Work instruction: Pictures appear in the records below; write out everything else exactly.

*** Opening Given records ***

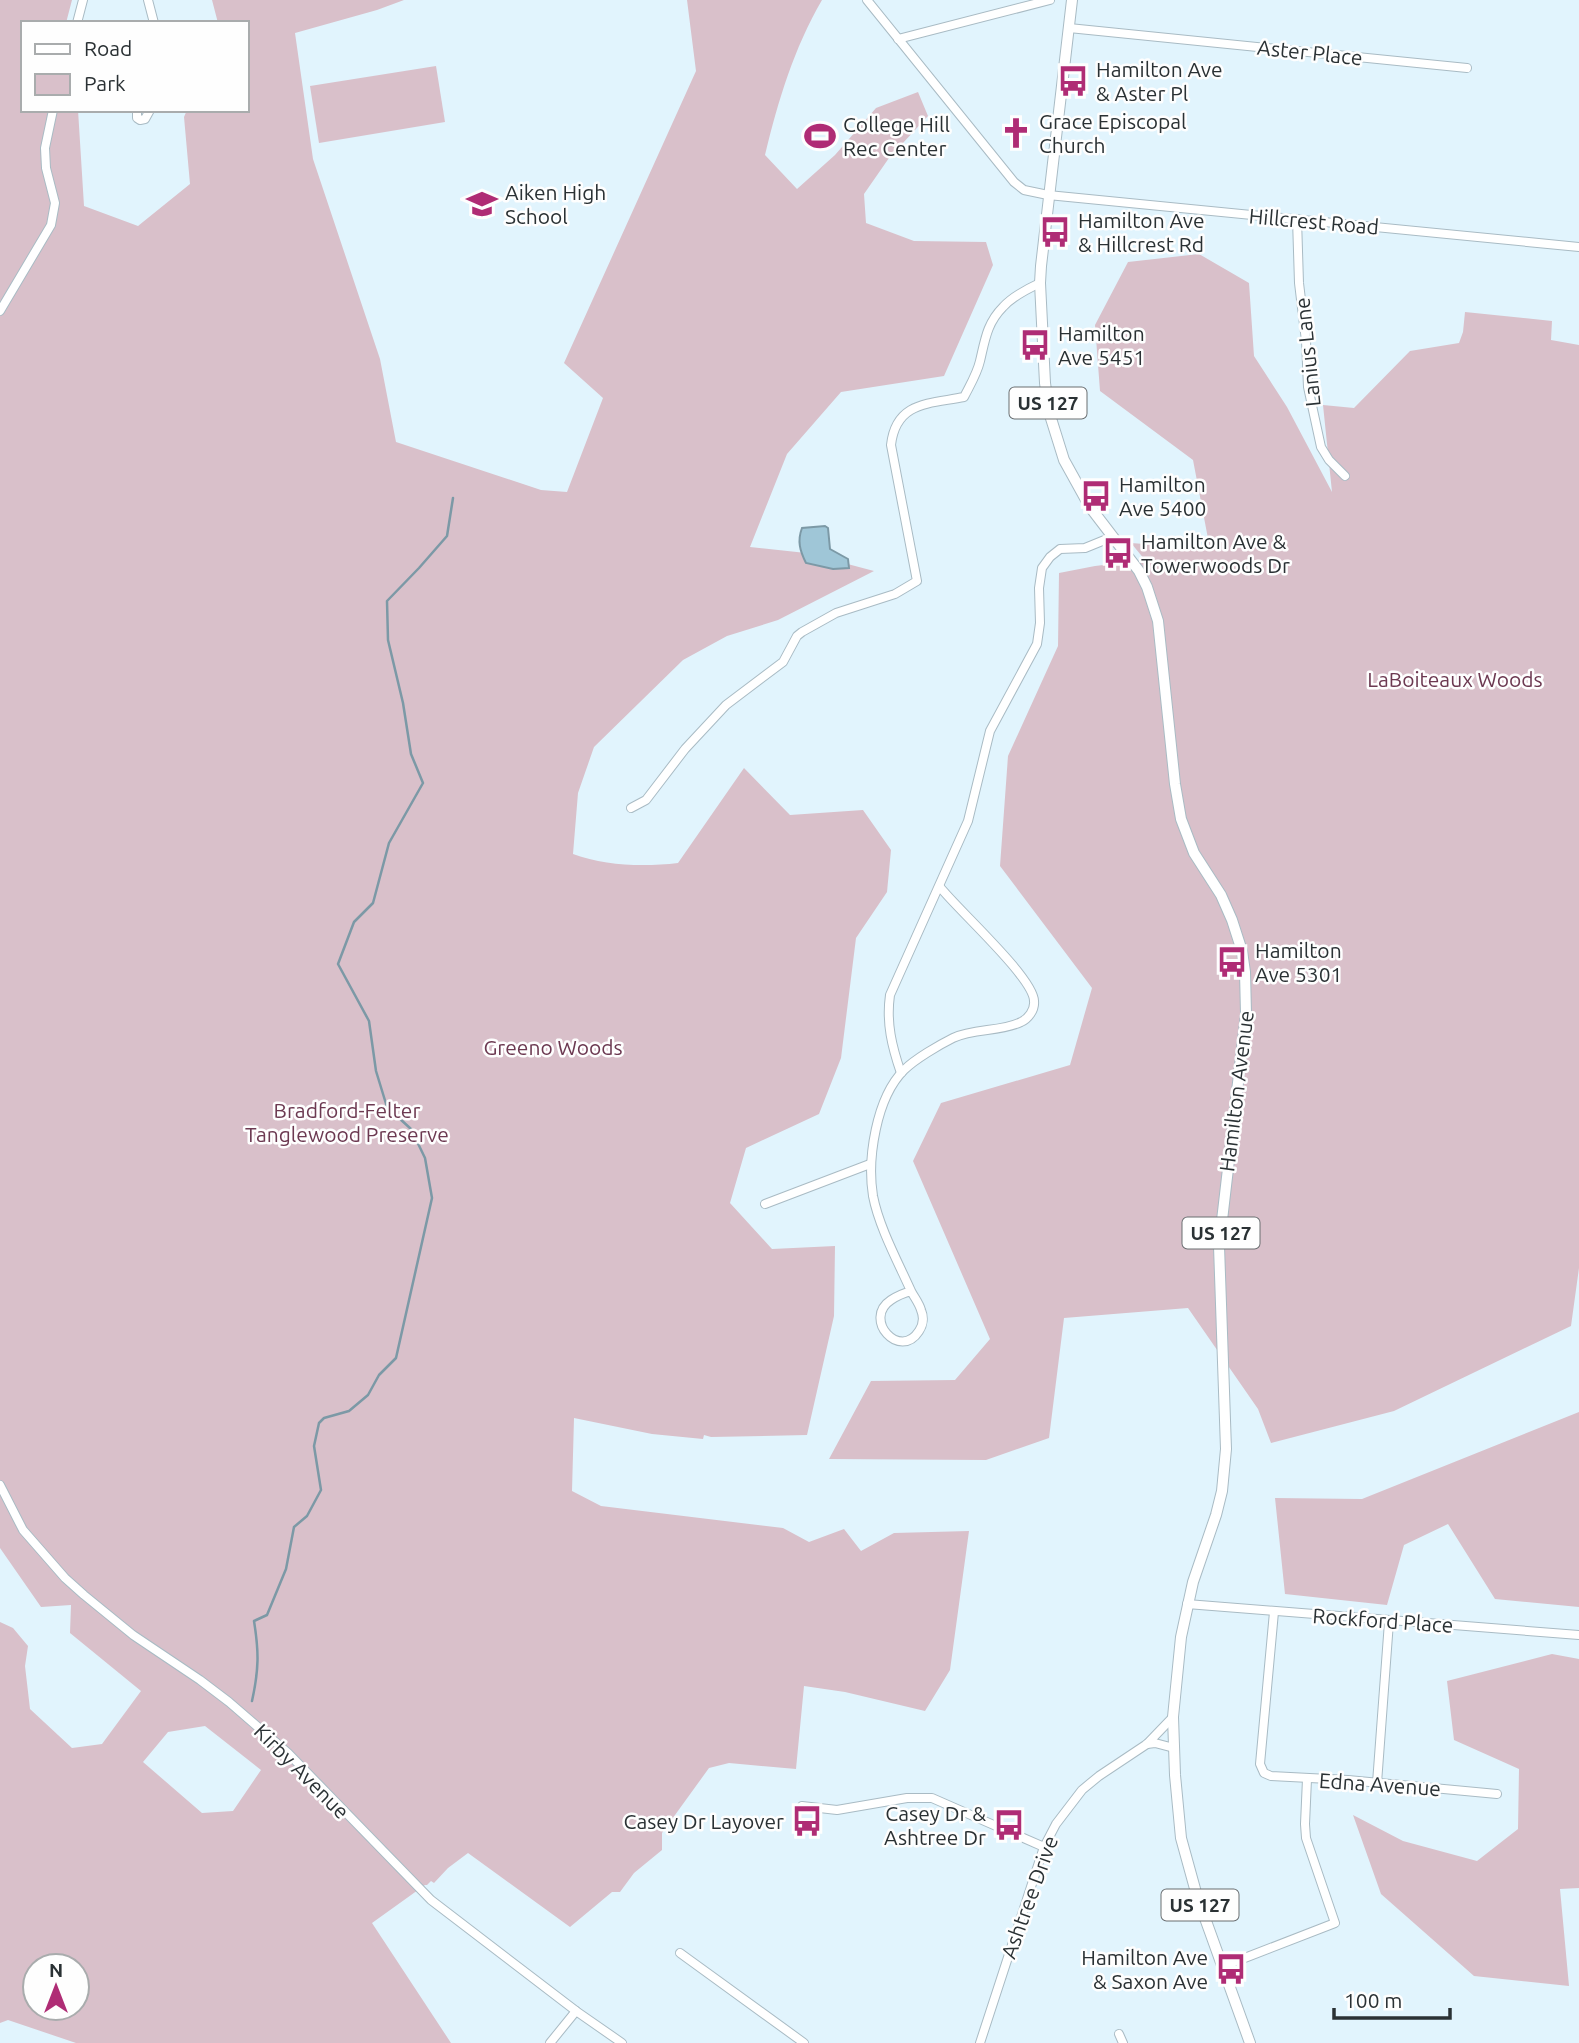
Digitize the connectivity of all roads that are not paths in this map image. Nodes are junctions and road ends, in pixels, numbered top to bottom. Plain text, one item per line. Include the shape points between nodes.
1 (83, 0) edge
2 (148, 0) edge
3 (867, 0) edge
4 (1050, 0) edge
5 (1072, 0) edge
6 (78, 21) edge
7 (153, 21) edge
8 (1069, 28) junction
9 (898, 39) junction
10 (1467, 68) dead end
11 (53, 112) edge
12 (137, 112) edge
13 (149, 112) edge
14 (1048, 195) junction
15 (1297, 219) junction
16 (1579, 247) edge
17 (1040, 283) junction
18 (0, 311) edge
19 (1345, 476) dead end
20 (1112, 537) junction
21 (631, 808) dead end
22 (940, 887) junction
23 (901, 1073) junction
24 (870, 1164) junction
25 (765, 1204) dead end
26 (911, 1291) junction
27 (0, 1485) edge
28 (1187, 1604) junction
29 (1274, 1612) junction
30 (1389, 1622) junction
31 (1579, 1635) edge
32 (1173, 1717) junction
33 (1147, 1744) junction
34 (1174, 1748) junction
35 (1307, 1779) junction
36 (1377, 1783) junction
37 (1497, 1794) dead end
38 (803, 1806) dead end
39 (1044, 1847) junction
40 (680, 1954) dead end
41 (1224, 1966) junction
42 (576, 2011) junction
43 (1118, 2034) dead end
44 (550, 2043) edge
45 (622, 2043) edge
46 (804, 2043) edge
47 (980, 2043) edge
48 (1123, 2043) edge
49 (1250, 2043) edge

1 - 6 street
2 - 7 street
3 - 9 street, Hillcrest Road
4 - 9 street
5 - 8 main road, Hamilton Avenue / US 127
8 - 10 street, Aster Place
8 - 14 main road, Hamilton Avenue / US 127
9 - 14 street, Hillcrest Road via 1014,183
11 - 18 street via 45,148 55,203 51,225
12 - 13 street via 140,120
14 - 15 street, Hillcrest Road
14 - 17 main road, Hamilton Avenue / US 127
15 - 16 street, Hillcrest Road
15 - 19 street, Lanius Lane via 1308,387 1321,447
17 - 20 main road, Hamilton Avenue / US 127 via 1045,383 1056,437 1072,478
17 - 21 street via 1004,305 994,318 964,397 914,407 893,430 891,445 917,581 895,594 836,612 802,632 783,662 726,705 646,800
20 - 22 street via 1085,548 1060,550 1042,568 1037,644 990,731 968,821
20 - 28 main road, Hamilton Avenue / US 127 via 1139,571 1154,604 1181,819 1236,930 1247,993 1219,1246 1225,1466 1216,1515
22 - 23 street via 890,996 890,1035
22 - 23 street via 1014,966 1032,992 1034,1006 1021,1022 954,1037
23 - 24 street via 879,1117
24 - 25 street
24 - 26 street via 879,1215
26 - 26 street via 890,1300 880,1315 886,1334 904,1342 914,1338 923,1320
27 - 42 street, Kirby Avenue via 23,1530 84,1595 260,1729 431,1900
28 - 29 street, Rockford Place
28 - 32 main road, Hamilton Avenue / US 127
29 - 30 street, Rockford Place
29 - 35 street, Edna Avenue via 1260,1763 1271,1776
30 - 31 street, Rockford Place
30 - 36 street
32 - 33 street, Ashtree Drive
32 - 34 main road, Hamilton Avenue / US 127
33 - 34 street
33 - 39 street, Ashtree Drive via 1082,1790
34 - 41 main road, Hamilton Avenue / US 127 via 1181,1838
35 - 36 street, Edna Avenue
35 - 41 street via 1306,1838 1335,1923
36 - 37 street, Edna Avenue
38 - 39 street via 837,1810 932,1798
39 - 47 street, Ashtree Drive
40 - 46 street
41 - 49 main road, Hamilton Avenue / US 127
42 - 44 street
42 - 45 street, Kirby Avenue
43 - 48 street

*** Closing Given records ***

Solution to the exercise:
Digitize the connectivity of all roads that are not paths in this map image. Nodes are junctions and road ends, in pixels, numbered top to bottom. Plain text, one item per line. Include the shape points between nodes.
1 (83, 0) edge
2 (148, 0) edge
3 (867, 0) edge
4 (1050, 0) edge
5 (1072, 0) edge
6 (78, 21) edge
7 (153, 21) edge
8 (1069, 28) junction
9 (898, 39) junction
10 (1467, 68) dead end
11 (53, 112) edge
12 (137, 112) edge
13 (149, 112) edge
14 (1048, 195) junction
15 (1297, 219) junction
16 (1579, 247) edge
17 (1040, 283) junction
18 (0, 311) edge
19 (1345, 476) dead end
20 (1112, 537) junction
21 (631, 808) dead end
22 (940, 887) junction
23 (901, 1073) junction
24 (870, 1164) junction
25 (765, 1204) dead end
26 (911, 1291) junction
27 (0, 1485) edge
28 (1187, 1604) junction
29 (1274, 1612) junction
30 (1389, 1622) junction
31 (1579, 1635) edge
32 (1173, 1717) junction
33 (1147, 1744) junction
34 (1174, 1748) junction
35 (1307, 1779) junction
36 (1377, 1783) junction
37 (1497, 1794) dead end
38 (803, 1806) dead end
39 (1044, 1847) junction
40 (680, 1954) dead end
41 (1224, 1966) junction
42 (576, 2011) junction
43 (1118, 2034) dead end
44 (550, 2043) edge
45 (622, 2043) edge
46 (804, 2043) edge
47 (980, 2043) edge
48 (1123, 2043) edge
49 (1250, 2043) edge

1 - 6 street
2 - 7 street
3 - 9 street, Hillcrest Road
4 - 9 street
5 - 8 main road, Hamilton Avenue / US 127
8 - 10 street, Aster Place
8 - 14 main road, Hamilton Avenue / US 127
9 - 14 street, Hillcrest Road via 1014,183
11 - 18 street via 45,148 55,203 51,225
12 - 13 street via 140,120
14 - 15 street, Hillcrest Road
14 - 17 main road, Hamilton Avenue / US 127
15 - 16 street, Hillcrest Road
15 - 19 street, Lanius Lane via 1308,387 1321,447
17 - 20 main road, Hamilton Avenue / US 127 via 1045,383 1056,437 1072,478
17 - 21 street via 1004,305 994,318 964,397 914,407 893,430 891,445 917,581 895,594 836,612 802,632 783,662 726,705 646,800
20 - 22 street via 1085,548 1060,550 1042,568 1037,644 990,731 968,821
20 - 28 main road, Hamilton Avenue / US 127 via 1139,571 1154,604 1181,819 1236,930 1247,993 1219,1246 1225,1466 1216,1515
22 - 23 street via 890,996 890,1035
22 - 23 street via 1014,966 1032,992 1034,1006 1021,1022 954,1037
23 - 24 street via 879,1117
24 - 25 street
24 - 26 street via 879,1215
26 - 26 street via 890,1300 880,1315 886,1334 904,1342 914,1338 923,1320
27 - 42 street, Kirby Avenue via 23,1530 84,1595 260,1729 431,1900
28 - 29 street, Rockford Place
28 - 32 main road, Hamilton Avenue / US 127
29 - 30 street, Rockford Place
29 - 35 street, Edna Avenue via 1260,1763 1271,1776
30 - 31 street, Rockford Place
30 - 36 street
32 - 33 street, Ashtree Drive
32 - 34 main road, Hamilton Avenue / US 127
33 - 34 street
33 - 39 street, Ashtree Drive via 1082,1790
34 - 41 main road, Hamilton Avenue / US 127 via 1181,1838
35 - 36 street, Edna Avenue
35 - 41 street via 1306,1838 1335,1923
36 - 37 street, Edna Avenue
38 - 39 street via 837,1810 932,1798
39 - 47 street, Ashtree Drive
40 - 46 street
41 - 49 main road, Hamilton Avenue / US 127
42 - 44 street
42 - 45 street, Kirby Avenue
43 - 48 street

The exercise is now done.